和食で主食となるご飯には約60%の水分が含まれています(精白米、玄米、発芽玄米とも)。うどんやそうめんは約70%が水分です。一方、食パンの水分は約40%、パスタは約60%です。和食の主食はもともと、水分が多めに含まれていることがわかります。そんな食事に汁物を加えると、1日0.5ℓ前後を食事から摂っていることになります。

もちろん汗をかく季節や運動後などは、1日あたり2ℓ以上の水分補給が必要ですが、そうでない場合は1日1.5ℓ前後の水分補給で十分ということになります。
また、汗をかいたときなどは、水分だけでなくミネラル分などを補給すべきだということは、さまざまな「熱中症対策情報」でご存じの方も多いでしょう。そんなケースでは、経口補水液を活用するのも一つの方法です。「以前に経口補水液を試したけど、おいしくなかったのでやめた」という人もいらっしゃるでしょう。でも、ここ数年の間で味がリニューアルされた経口補水液も多く、おいしく飲めるようになったという意見もありますので、試してみてはいかがでしょうか。

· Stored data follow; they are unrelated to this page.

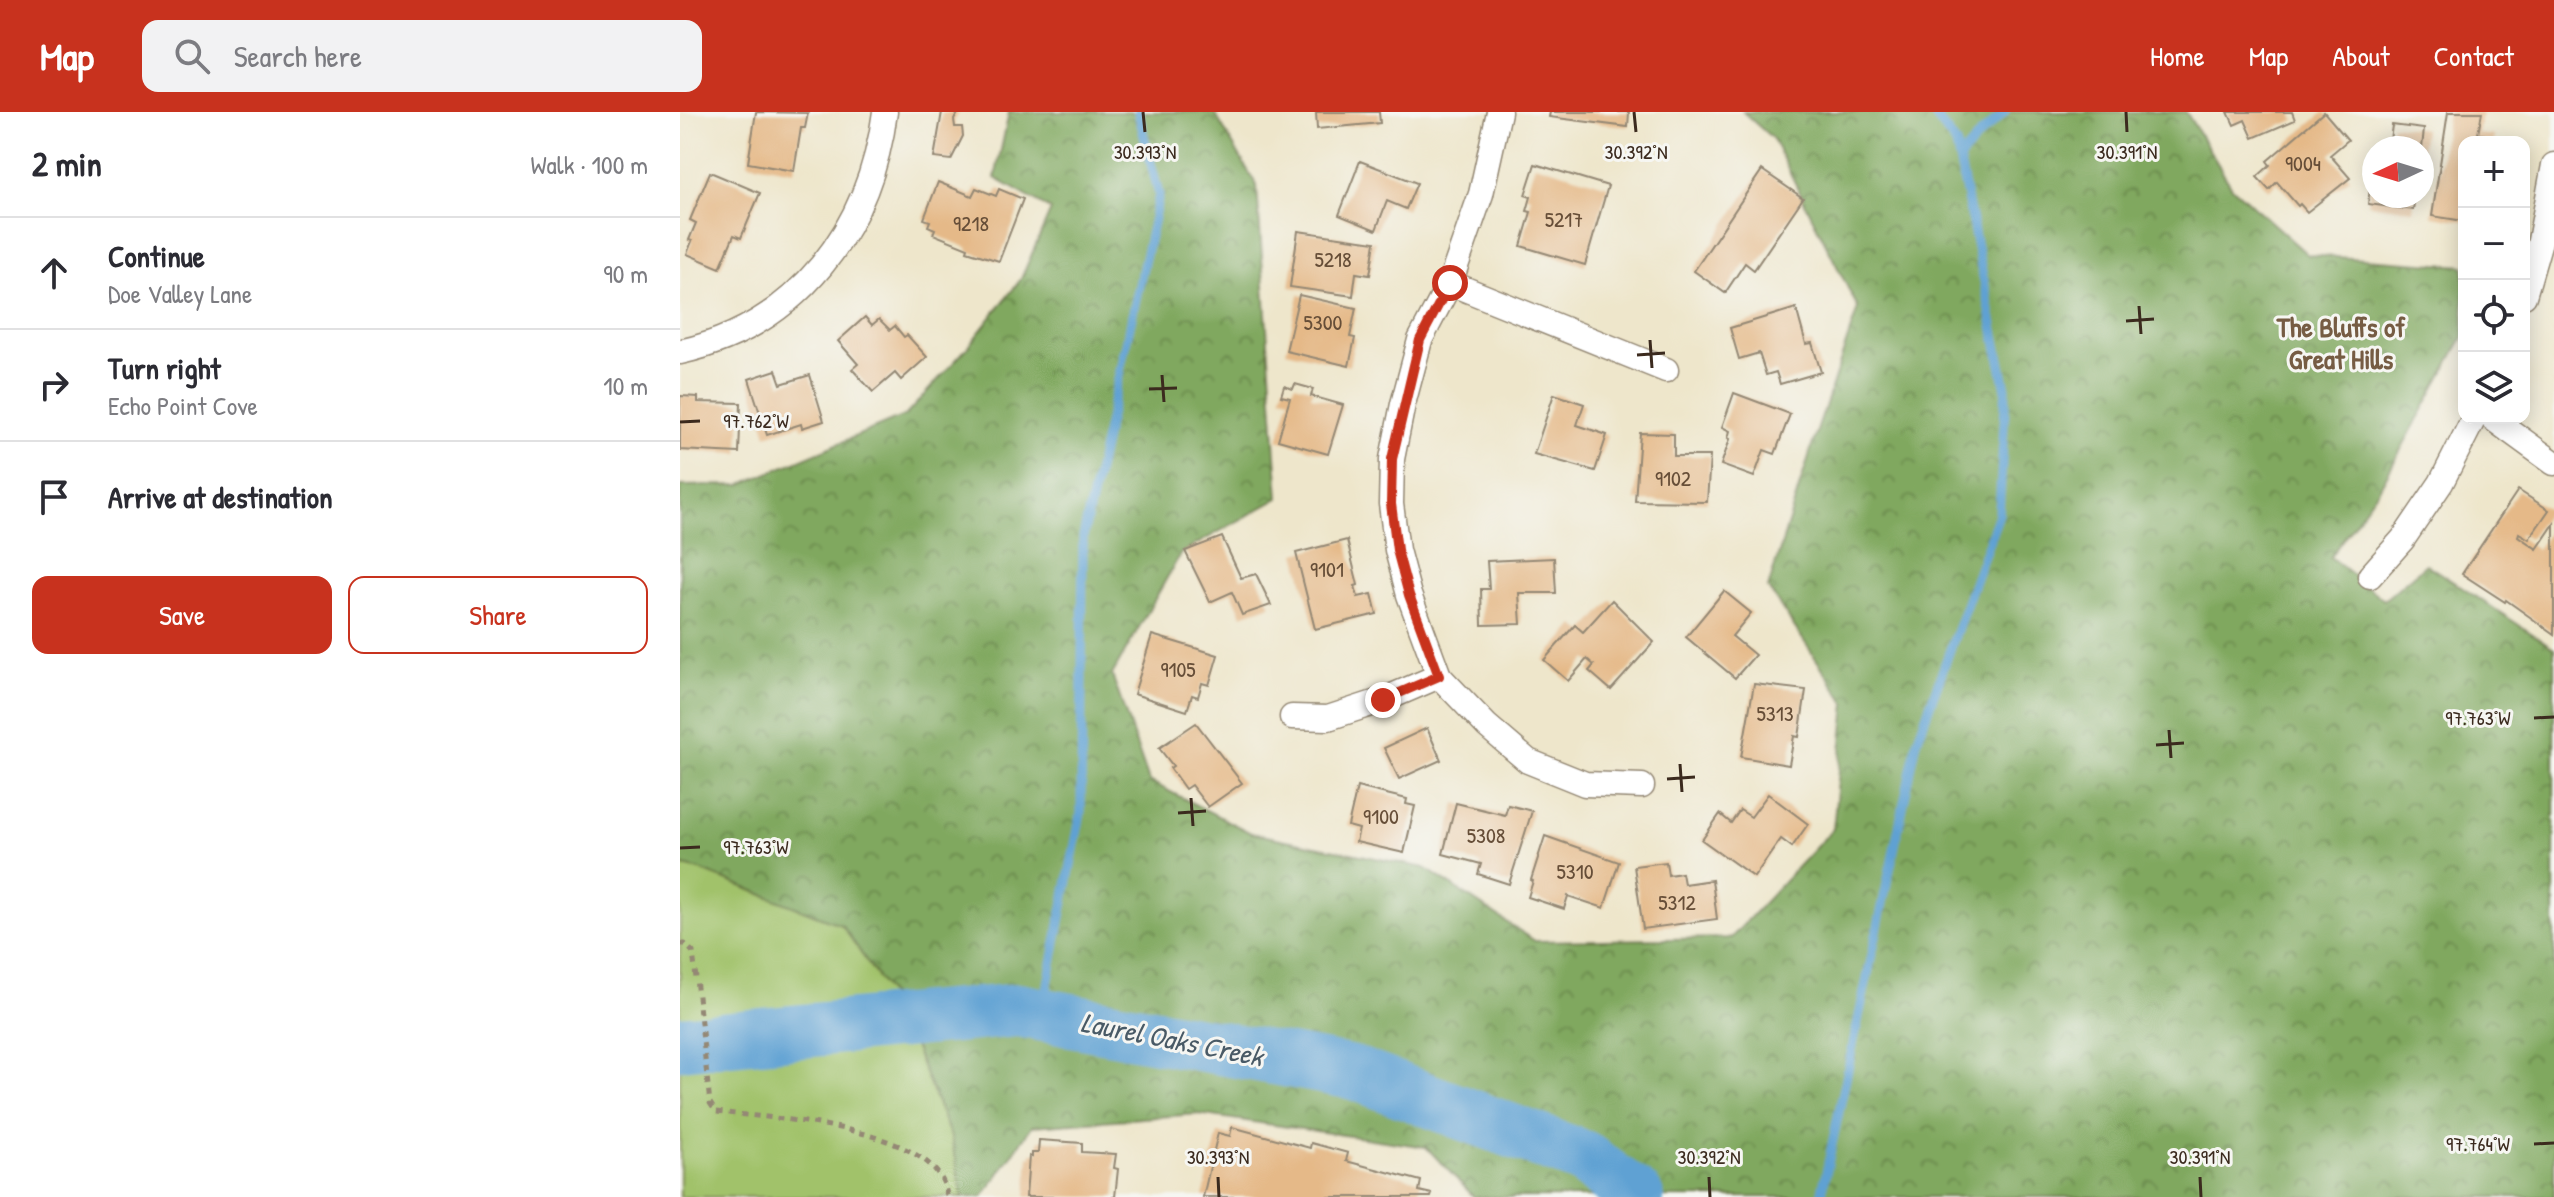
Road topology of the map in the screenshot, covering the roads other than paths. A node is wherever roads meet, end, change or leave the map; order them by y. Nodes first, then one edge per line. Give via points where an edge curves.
1 (885, 112) edge
2 (1499, 112) edge
3 (2554, 165) edge
4 (2551, 202) edge
5 (2547, 244) edge
6 (2530, 282) edge
7 (1450, 283) junction
8 (680, 352) edge
9 (1666, 370) dead end
10 (2471, 424) edge
11 (2500, 424) edge
12 (2554, 463) edge
13 (2370, 576) dead end
14 (1439, 676) junction
15 (1292, 717) dead end
16 (1642, 786) dead end

1 - 8 street via 868,189 818,272 777,311
2 - 7 street via 1481,194
3 - 4 street
4 - 5 street
5 - 6 street
7 - 9 street
7 - 14 street via 1420,340 1392,459 1397,550
10 - 13 street via 2433,494
11 - 12 street
14 - 15 street via 1328,718
14 - 16 street via 1528,761 1585,784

ある特定の栄養が「格段に豊富」といわれる食材も、本当に1回の食事でそれだけ摂ることができるのか、再確認してみましょう。さらに、「健康のために多くの人が食べている」という食品であっても、偏りはよくありません。多くの種類の食材を摂ることでバランスを心がけることが、健康的な食事の基本といえるのです。